Check each line of the material for the string "edges", and copy the lines that have it.

------------------------

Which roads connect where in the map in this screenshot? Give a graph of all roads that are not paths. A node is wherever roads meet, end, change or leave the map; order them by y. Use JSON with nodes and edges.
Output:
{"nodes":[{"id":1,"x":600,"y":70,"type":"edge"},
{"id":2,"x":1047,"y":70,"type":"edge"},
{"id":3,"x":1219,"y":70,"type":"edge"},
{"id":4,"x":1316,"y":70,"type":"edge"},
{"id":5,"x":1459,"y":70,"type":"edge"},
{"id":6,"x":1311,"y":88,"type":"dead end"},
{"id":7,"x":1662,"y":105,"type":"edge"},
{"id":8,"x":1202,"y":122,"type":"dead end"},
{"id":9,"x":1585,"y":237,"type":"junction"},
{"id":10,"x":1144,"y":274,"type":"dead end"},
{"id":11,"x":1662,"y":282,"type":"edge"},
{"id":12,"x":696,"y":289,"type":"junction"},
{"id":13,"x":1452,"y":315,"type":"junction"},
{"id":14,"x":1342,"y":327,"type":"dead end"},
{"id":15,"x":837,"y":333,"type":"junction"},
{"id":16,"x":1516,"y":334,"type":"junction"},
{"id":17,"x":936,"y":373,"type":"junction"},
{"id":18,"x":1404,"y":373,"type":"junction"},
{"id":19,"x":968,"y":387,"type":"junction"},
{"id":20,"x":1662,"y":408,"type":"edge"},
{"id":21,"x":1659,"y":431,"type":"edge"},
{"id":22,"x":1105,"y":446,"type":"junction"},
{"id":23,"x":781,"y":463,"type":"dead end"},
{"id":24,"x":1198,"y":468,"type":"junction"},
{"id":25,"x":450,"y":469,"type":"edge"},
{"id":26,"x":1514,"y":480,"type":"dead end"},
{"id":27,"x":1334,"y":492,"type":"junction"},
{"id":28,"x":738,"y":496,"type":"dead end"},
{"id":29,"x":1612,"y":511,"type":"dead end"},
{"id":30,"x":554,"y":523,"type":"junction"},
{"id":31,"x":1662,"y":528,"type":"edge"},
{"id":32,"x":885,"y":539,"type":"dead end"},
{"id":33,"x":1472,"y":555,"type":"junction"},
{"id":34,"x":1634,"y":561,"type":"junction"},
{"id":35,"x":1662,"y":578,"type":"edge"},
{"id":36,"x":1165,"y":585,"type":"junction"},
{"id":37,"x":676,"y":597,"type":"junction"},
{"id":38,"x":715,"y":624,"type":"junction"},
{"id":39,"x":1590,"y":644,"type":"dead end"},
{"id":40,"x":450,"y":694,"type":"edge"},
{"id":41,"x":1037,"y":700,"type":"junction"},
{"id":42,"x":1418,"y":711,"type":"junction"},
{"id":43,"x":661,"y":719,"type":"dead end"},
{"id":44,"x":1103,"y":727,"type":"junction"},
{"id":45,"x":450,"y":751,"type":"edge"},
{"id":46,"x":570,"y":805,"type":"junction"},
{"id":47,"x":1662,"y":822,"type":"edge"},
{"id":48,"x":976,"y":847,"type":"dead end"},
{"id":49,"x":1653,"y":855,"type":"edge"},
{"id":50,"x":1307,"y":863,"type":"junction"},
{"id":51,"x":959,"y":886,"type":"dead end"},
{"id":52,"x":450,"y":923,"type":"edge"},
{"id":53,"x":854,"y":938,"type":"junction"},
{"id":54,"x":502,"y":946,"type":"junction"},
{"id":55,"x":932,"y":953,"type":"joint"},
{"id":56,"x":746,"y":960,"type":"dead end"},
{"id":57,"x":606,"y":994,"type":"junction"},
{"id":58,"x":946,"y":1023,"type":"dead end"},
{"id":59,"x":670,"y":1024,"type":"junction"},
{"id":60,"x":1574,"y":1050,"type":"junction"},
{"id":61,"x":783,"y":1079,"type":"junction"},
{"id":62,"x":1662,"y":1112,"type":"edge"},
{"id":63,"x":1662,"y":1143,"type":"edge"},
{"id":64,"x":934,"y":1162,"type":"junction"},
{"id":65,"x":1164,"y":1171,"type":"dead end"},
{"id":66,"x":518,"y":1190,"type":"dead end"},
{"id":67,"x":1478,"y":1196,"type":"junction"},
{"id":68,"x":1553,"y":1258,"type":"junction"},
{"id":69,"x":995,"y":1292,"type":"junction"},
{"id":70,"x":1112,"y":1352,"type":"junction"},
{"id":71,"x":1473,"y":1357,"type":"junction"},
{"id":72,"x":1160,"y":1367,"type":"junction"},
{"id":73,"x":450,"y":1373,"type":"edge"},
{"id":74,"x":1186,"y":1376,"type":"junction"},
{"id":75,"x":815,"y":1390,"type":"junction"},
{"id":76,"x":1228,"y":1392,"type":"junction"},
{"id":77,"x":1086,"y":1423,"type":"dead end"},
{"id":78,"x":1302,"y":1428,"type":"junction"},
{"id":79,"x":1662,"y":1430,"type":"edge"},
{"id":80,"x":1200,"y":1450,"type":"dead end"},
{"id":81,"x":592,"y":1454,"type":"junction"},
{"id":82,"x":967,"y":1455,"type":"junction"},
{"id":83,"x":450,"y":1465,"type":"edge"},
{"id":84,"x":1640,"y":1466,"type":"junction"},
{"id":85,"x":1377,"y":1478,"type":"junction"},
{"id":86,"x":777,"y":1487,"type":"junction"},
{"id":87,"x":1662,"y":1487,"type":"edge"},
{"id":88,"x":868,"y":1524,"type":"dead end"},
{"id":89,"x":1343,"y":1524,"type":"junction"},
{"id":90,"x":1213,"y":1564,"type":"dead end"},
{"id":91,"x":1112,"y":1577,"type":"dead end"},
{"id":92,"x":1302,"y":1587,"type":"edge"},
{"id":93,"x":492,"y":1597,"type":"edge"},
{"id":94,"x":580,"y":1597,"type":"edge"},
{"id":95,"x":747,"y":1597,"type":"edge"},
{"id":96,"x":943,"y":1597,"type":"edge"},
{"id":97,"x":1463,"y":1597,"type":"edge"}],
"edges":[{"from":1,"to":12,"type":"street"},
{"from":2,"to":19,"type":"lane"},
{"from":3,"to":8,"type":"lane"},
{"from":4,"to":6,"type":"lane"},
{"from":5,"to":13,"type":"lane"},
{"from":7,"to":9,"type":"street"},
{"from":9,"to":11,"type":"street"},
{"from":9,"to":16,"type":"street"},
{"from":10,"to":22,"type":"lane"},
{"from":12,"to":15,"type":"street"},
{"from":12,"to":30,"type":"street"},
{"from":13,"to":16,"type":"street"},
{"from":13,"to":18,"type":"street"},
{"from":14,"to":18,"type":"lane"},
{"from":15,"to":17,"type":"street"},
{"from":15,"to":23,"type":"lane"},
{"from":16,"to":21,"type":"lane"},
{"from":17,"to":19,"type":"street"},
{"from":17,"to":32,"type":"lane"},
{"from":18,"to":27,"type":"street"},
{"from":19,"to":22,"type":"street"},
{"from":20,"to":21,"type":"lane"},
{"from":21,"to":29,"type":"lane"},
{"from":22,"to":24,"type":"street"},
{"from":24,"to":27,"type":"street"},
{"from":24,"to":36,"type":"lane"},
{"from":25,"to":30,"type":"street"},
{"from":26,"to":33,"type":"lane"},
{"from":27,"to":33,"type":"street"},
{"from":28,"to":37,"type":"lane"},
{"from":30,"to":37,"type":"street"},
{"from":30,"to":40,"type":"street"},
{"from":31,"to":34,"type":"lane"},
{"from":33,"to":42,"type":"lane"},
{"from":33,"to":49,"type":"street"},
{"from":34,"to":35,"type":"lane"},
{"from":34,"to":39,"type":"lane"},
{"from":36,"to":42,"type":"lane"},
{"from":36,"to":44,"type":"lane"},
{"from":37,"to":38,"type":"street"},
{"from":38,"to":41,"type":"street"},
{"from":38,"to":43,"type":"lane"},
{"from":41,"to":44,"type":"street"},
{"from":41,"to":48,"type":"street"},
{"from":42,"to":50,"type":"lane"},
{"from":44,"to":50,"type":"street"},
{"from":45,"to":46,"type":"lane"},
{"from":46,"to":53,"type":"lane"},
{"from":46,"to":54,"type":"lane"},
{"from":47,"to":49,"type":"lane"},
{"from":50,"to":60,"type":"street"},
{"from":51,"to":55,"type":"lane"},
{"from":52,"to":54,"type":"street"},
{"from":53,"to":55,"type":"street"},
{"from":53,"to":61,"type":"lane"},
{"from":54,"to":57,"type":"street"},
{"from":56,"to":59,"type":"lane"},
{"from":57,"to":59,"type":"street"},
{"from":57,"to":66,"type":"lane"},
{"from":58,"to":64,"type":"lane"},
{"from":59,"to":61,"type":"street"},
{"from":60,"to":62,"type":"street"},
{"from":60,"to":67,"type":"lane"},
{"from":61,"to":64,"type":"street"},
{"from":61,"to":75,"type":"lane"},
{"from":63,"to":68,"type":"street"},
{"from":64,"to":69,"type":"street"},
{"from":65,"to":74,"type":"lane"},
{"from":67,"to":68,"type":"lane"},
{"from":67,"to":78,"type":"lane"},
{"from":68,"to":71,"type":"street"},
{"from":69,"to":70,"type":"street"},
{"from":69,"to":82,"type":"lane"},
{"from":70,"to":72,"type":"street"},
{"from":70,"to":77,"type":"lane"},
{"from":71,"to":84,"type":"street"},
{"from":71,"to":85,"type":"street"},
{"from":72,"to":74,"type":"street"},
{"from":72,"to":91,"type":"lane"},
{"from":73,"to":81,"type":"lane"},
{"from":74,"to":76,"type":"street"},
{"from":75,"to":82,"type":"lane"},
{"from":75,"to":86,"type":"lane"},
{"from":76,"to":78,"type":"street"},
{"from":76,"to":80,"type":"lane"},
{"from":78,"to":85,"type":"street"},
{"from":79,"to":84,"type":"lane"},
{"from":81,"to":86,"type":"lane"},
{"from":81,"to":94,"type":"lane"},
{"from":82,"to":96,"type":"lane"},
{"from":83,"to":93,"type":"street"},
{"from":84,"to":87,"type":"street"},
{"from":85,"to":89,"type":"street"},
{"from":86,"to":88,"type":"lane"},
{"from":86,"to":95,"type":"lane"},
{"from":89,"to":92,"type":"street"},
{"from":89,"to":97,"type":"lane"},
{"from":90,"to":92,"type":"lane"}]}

------------------------

• **Solution for this problem**
Which roads connect where in the map in this screenshot? Give a graph of all roads that are not paths. A node is wherever roads meet, end, change or leave the map; order them by y. Use JSON with nodes and edges.
"edges":[{"from":1,"to":12,"type":"street"},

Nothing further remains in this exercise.